A l’instar des autres édifices religieux, la cathédrale est rebaptisée en 1793 Notre-Dame-de-la-Raison et sert, plus tard, d’entrepôt des vins de la République. Le concordat de 1801 rétablira le culte catholique dans les églises. Les deux conflits mondiaux, eux, ont épargné la cathédrale. Le 26 août 1944, le général de Gaulle
s’y rend pour assister au magnificat.
Victor Hugo, sauveur de Notre-Dame
« Sans doute, c’est encore aujourd’hui un majestueux et sublime édifice que l’église de Notre-Dame de Paris.

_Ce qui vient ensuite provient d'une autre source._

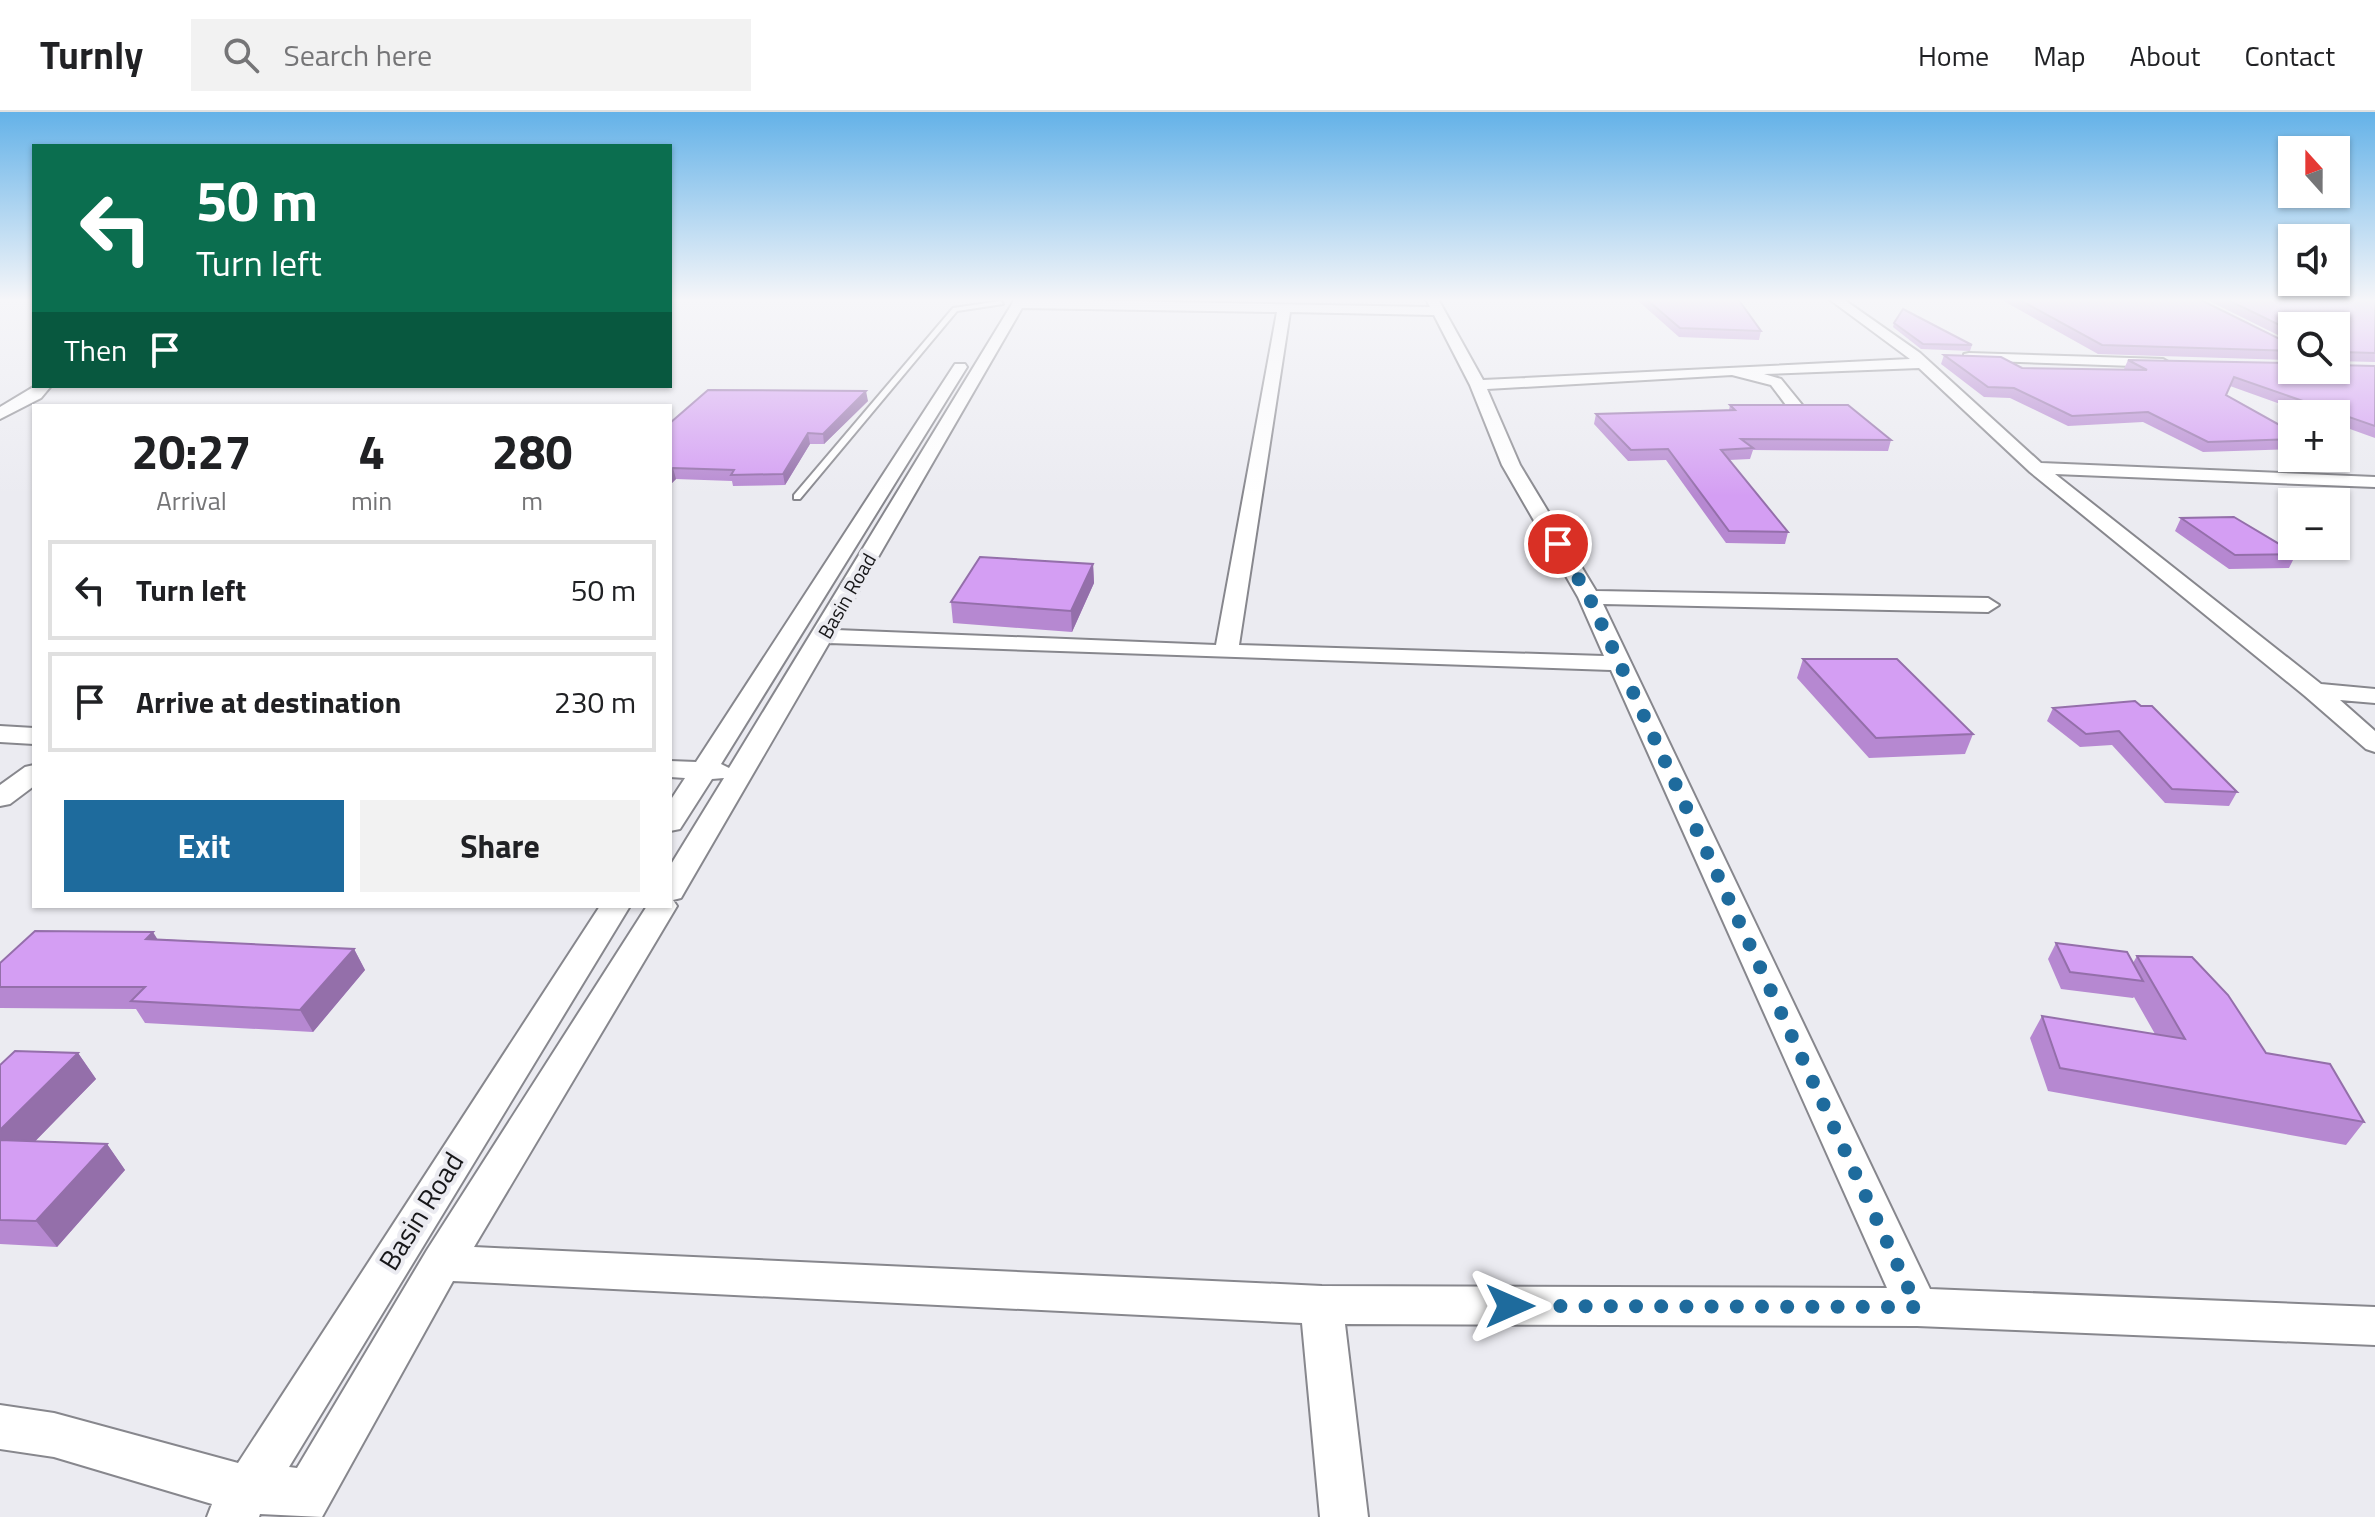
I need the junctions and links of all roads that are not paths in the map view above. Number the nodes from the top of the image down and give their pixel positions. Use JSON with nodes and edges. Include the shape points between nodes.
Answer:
{"nodes":[{"id":1,"x":908,"y":365,"type":"edge"},
{"id":2,"x":973,"y":365,"type":"edge"},
{"id":3,"x":1274,"y":365,"type":"edge"},
{"id":4,"x":1467,"y":365,"type":"edge"},
{"id":5,"x":1825,"y":365,"type":"edge"},
{"id":6,"x":1925,"y":365,"type":"edge"},
{"id":7,"x":1733,"y":370,"type":"junction"},
{"id":8,"x":1478,"y":385,"type":"junction"},
{"id":9,"x":41,"y":388,"type":"edge"},
{"id":10,"x":958,"y":389,"type":"junction"},
{"id":11,"x":1795,"y":406,"type":"edge"},
{"id":12,"x":0,"y":414,"type":"edge"},
{"id":13,"x":2036,"y":468,"type":"junction"},
{"id":14,"x":2375,"y":482,"type":"edge"},
{"id":15,"x":797,"y":497,"type":"dead end"},
{"id":16,"x":1589,"y":597,"type":"junction"},
{"id":17,"x":1988,"y":605,"type":"dead end"},
{"id":18,"x":824,"y":636,"type":"junction"},
{"id":19,"x":1226,"y":652,"type":"junction"},
{"id":20,"x":1620,"y":663,"type":"junction"},
{"id":21,"x":2314,"y":691,"type":"junction"},
{"id":22,"x":2375,"y":696,"type":"edge"},
{"id":23,"x":0,"y":734,"type":"edge"},
{"id":24,"x":32,"y":736,"type":"edge"},
{"id":25,"x":2375,"y":744,"type":"edge"},
{"id":26,"x":672,"y":769,"type":"edge"},
{"id":27,"x":704,"y":771,"type":"junction"},
{"id":28,"x":739,"y":772,"type":"junction"},
{"id":29,"x":32,"y":774,"type":"edge"},
{"id":30,"x":0,"y":798,"type":"edge"},
{"id":31,"x":672,"y":820,"type":"edge"},
{"id":32,"x":672,"y":888,"type":"edge"},
{"id":33,"x":614,"y":908,"type":"edge"},
{"id":34,"x":661,"y":908,"type":"edge"},
{"id":35,"x":442,"y":1263,"type":"junction"},
{"id":36,"x":1322,"y":1305,"type":"junction"},
{"id":37,"x":1917,"y":1307,"type":"junction"},
{"id":38,"x":2375,"y":1326,"type":"edge"},
{"id":39,"x":0,"y":1427,"type":"edge"},
{"id":40,"x":239,"y":1503,"type":"edge"},
{"id":41,"x":303,"y":1505,"type":"edge"},
{"id":42,"x":1344,"y":1517,"type":"edge"}],
"edges":[{"from":1,"to":15,"type":"lane"},
{"from":2,"to":10,"type":"street","name":"Basin Road"},
{"from":3,"to":19,"type":"street"},
{"from":4,"to":8,"type":"street"},
{"from":5,"to":7,"type":"street"},
{"from":6,"to":13,"type":"street"},
{"from":7,"to":8,"type":"street"},
{"from":7,"to":11,"type":"street","via":[[1776,382]]},
{"from":8,"to":16,"type":"street","via":[[1511,465]]},
{"from":9,"to":12,"type":"street"},
{"from":10,"to":18,"type":"street","name":"Basin Road"},
{"from":10,"to":27,"type":"street","name":"Basin Road"},
{"from":13,"to":14,"type":"street"},
{"from":13,"to":21,"type":"street"},
{"from":16,"to":17,"type":"street"},
{"from":16,"to":20,"type":"street"},
{"from":18,"to":19,"type":"street"},
{"from":18,"to":28,"type":"street","name":"Basin Road"},
{"from":19,"to":20,"type":"street"},
{"from":20,"to":37,"type":"street"},
{"from":21,"to":22,"type":"street"},
{"from":21,"to":25,"type":"street"},
{"from":23,"to":24,"type":"street"},
{"from":26,"to":27,"type":"street"},
{"from":27,"to":28,"type":"street"},
{"from":27,"to":31,"type":"street","name":"Basin Road"},
{"from":28,"to":32,"type":"street","name":"Basin Road"},
{"from":29,"to":30,"type":"street"},
{"from":33,"to":40,"type":"street","name":"Basin Road"},
{"from":34,"to":35,"type":"street","name":"Basin Road"},
{"from":35,"to":36,"type":"street"},
{"from":35,"to":41,"type":"street","name":"Basin Road"},
{"from":36,"to":37,"type":"street"},
{"from":36,"to":42,"type":"street"},
{"from":37,"to":38,"type":"street"},
{"from":39,"to":40,"type":"street","via":[[54,1435]]},
{"from":40,"to":41,"type":"street"}]}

Mais si belle qu’elle se soit encore conservée en vieillissant, il est difficile de ne pas soupirer, de ne pas s’indigner devant les dégradations, les mutilations sans nombre que simultanément le temps et les hommes ont fait subir au vénérable monument. »
Publié en 1831,
Notre-Dame de Paris, de Victor Hugo, a été un
immense succès populaire. Les lecteurs prennent alors conscience de la nécessité de préserver un patrimoine délaissé en mauvais état. Dix ans après, le roi Louis-Philippe décrète la restauration de la cathédrale, qui sera assurée par deux architectes, dont le célèbre
Viollet-le-Duc. Sous sa supervision, plusieurs travaux
sont lancés, dont la reconstruction de la flèche, l’élévation de la nouvelle sacristie, la réfection du grand orgue, etc. Par ailleurs, l’architecte a donné son visage à l’une des douze statues des apôtres situées au pied de la flèche.

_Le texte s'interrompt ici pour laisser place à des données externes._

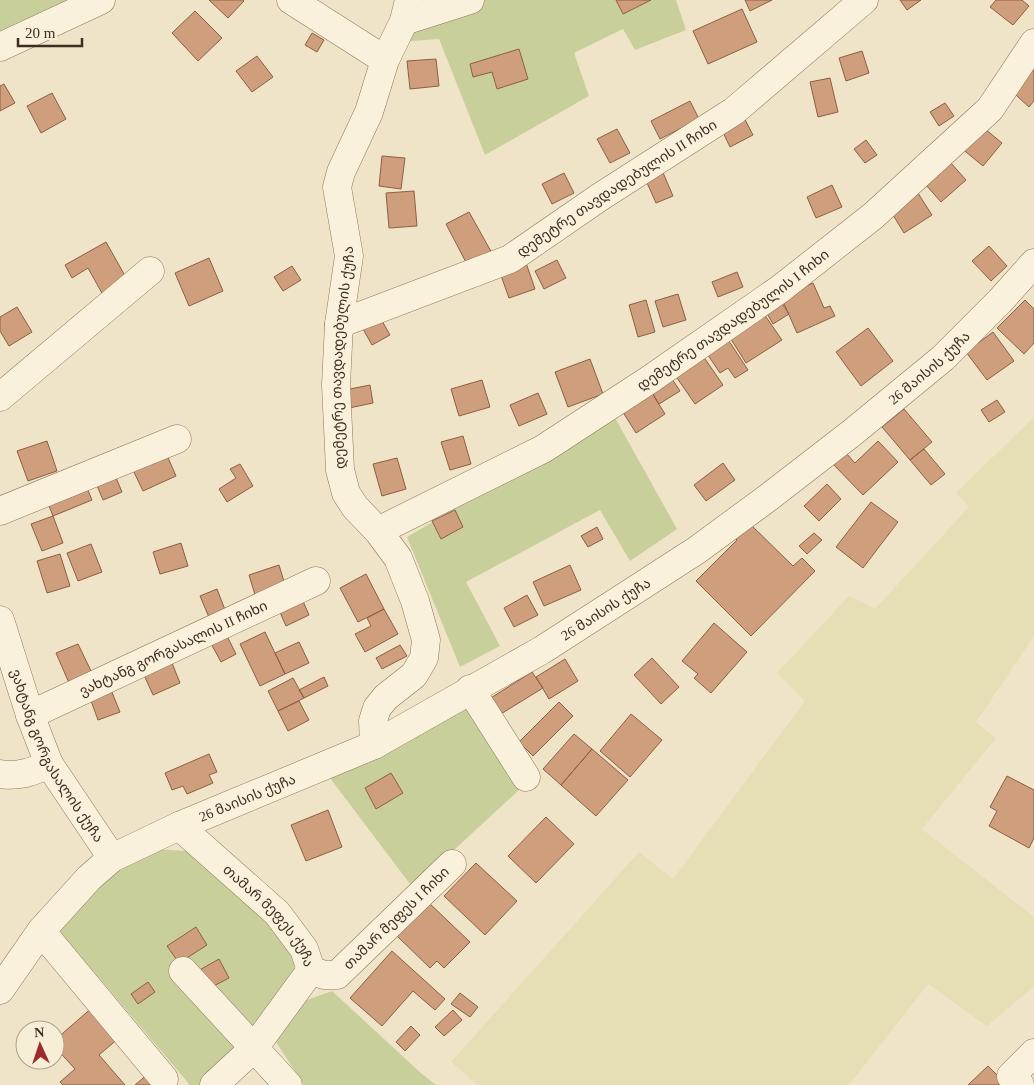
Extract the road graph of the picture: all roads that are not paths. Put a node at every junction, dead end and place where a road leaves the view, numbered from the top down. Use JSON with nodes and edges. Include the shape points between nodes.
{"nodes":[{"id":1,"x":101,"y":0,"type":"edge"},
{"id":2,"x":290,"y":0,"type":"edge"},
{"id":3,"x":470,"y":0,"type":"edge"},
{"id":4,"x":864,"y":0,"type":"edge"},
{"id":5,"x":406,"y":10,"type":"edge"},
{"id":6,"x":1034,"y":43,"type":"edge"},
{"id":7,"x":0,"y":47,"type":"edge"},
{"id":8,"x":385,"y":60,"type":"junction"},
{"id":9,"x":1034,"y":263,"type":"edge"},
{"id":10,"x":150,"y":271,"type":"dead end"},
{"id":11,"x":339,"y":324,"type":"junction"},
{"id":12,"x":0,"y":397,"type":"edge"},
{"id":13,"x":177,"y":439,"type":"dead end"},
{"id":14,"x":0,"y":512,"type":"edge"},
{"id":15,"x":378,"y":531,"type":"junction"},
{"id":16,"x":316,"y":581,"type":"dead end"},
{"id":17,"x":0,"y":620,"type":"edge"},
{"id":18,"x":470,"y":689,"type":"junction"},
{"id":19,"x":30,"y":715,"type":"junction"},
{"id":20,"x":374,"y":745,"type":"junction"},
{"id":21,"x":49,"y":764,"type":"junction"},
{"id":22,"x":0,"y":774,"type":"edge"},
{"id":23,"x":526,"y":777,"type":"dead end"},
{"id":24,"x":179,"y":826,"type":"junction"},
{"id":25,"x":112,"y":858,"type":"junction"},
{"id":26,"x":452,"y":864,"type":"dead end"},
{"id":27,"x":41,"y":931,"type":"junction"},
{"id":28,"x":311,"y":970,"type":"junction"},
{"id":29,"x":183,"y":971,"type":"dead end"},
{"id":30,"x":0,"y":990,"type":"edge"},
{"id":31,"x":254,"y":1048,"type":"junction"},
{"id":32,"x":1034,"y":1053,"type":"edge"},
{"id":33,"x":164,"y":1079,"type":"dead end"},
{"id":34,"x":1016,"y":1080,"type":"edge"},
{"id":35,"x":214,"y":1085,"type":"edge"},
{"id":36,"x":288,"y":1085,"type":"edge"}],
"edges":[{"from":1,"to":7,"type":"street"},
{"from":2,"to":8,"type":"street"},
{"from":3,"to":5,"type":"street"},
{"from":4,"to":11,"type":"street","name":"დემეტრე თავდადებულის II ჩიხი","via":[[734,111],[510,259]]},
{"from":5,"to":8,"type":"street","name":"დემეტრე თავდადებულის ქუჩა"},
{"from":6,"to":15,"type":"street","name":"დემეტრე თავდადებულის I ჩიხი","via":[[990,109],[873,216],[780,289],[543,449]]},
{"from":8,"to":11,"type":"street","name":"დემეტრე თავდადებულის ქუჩა","via":[[369,112],[337,187],[348,256]]},
{"from":9,"to":18,"type":"street","name":"26 მაისის ქუჩა","via":[[942,358],[770,497],[697,550],[542,650]]},
{"from":10,"to":12,"type":"street"},
{"from":11,"to":15,"type":"street","name":"დემეტრე თავდადებულის ქუჩა","via":[[336,385],[340,470],[346,493],[355,508]]},
{"from":13,"to":14,"type":"street"},
{"from":15,"to":20,"type":"street","name":"დემეტრე თავდადებულის ქუჩა","via":[[398,558],[426,640],[424,658],[414,675],[377,708],[373,721]]},
{"from":16,"to":19,"type":"street","name":"ვახტანგ გორგასალის II ჩიხი"},
{"from":17,"to":19,"type":"street","name":"ვახტანგ გორგასალის ქუჩა"},
{"from":18,"to":20,"type":"street","name":"26 მაისის ქუჩა"},
{"from":18,"to":23,"type":"street"},
{"from":19,"to":21,"type":"street","name":"ვახტანგ გორგასალის ქუჩა"},
{"from":20,"to":24,"type":"street","name":"26 მაისის ქუჩა"},
{"from":21,"to":22,"type":"street","via":[[27,774]]},
{"from":21,"to":25,"type":"street","name":"ვახტანგ გორგასალის ქუჩა"},
{"from":24,"to":25,"type":"street","name":"26 მაისის ქუჩა"},
{"from":24,"to":28,"type":"street","name":"თამარ მეფეს ქუჩა","via":[[277,913],[304,949]]},
{"from":25,"to":27,"type":"street","name":"26 მაისის ქუჩა","via":[[89,878]]},
{"from":26,"to":28,"type":"street","name":"თამარ მეფეს I ჩიხი","via":[[337,975]]},
{"from":27,"to":30,"type":"street","name":"26 მაისის ქუჩა"},
{"from":27,"to":33,"type":"street"},
{"from":28,"to":31,"type":"street","name":"თამარ მეფეს ქუჩა"},
{"from":29,"to":31,"type":"street"},
{"from":31,"to":35,"type":"street","name":"თამარ მეფეს ქუჩა"},
{"from":31,"to":36,"type":"street"},
{"from":32,"to":34,"type":"street"}]}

Nous n’allons pas « attendre cent sept ans »
Il est toujours difficile de remonter aux origines d’une expression courante. Pour l’expression « attendre cent sept ans »,
plusieurs théories sont avancées. Selon la plus répandue, il s’agit de la durée de la construction de la cathédrale. Là-dessus, les avis divergent, car les historiens ne s’accordent même pas sur une date précise de fin des travaux. L’autre théorie fait référence aux guerres de Cent Ans (1337-1453) et de Sept Ans (1756-1763). A elles deux, cent sept ans, donc.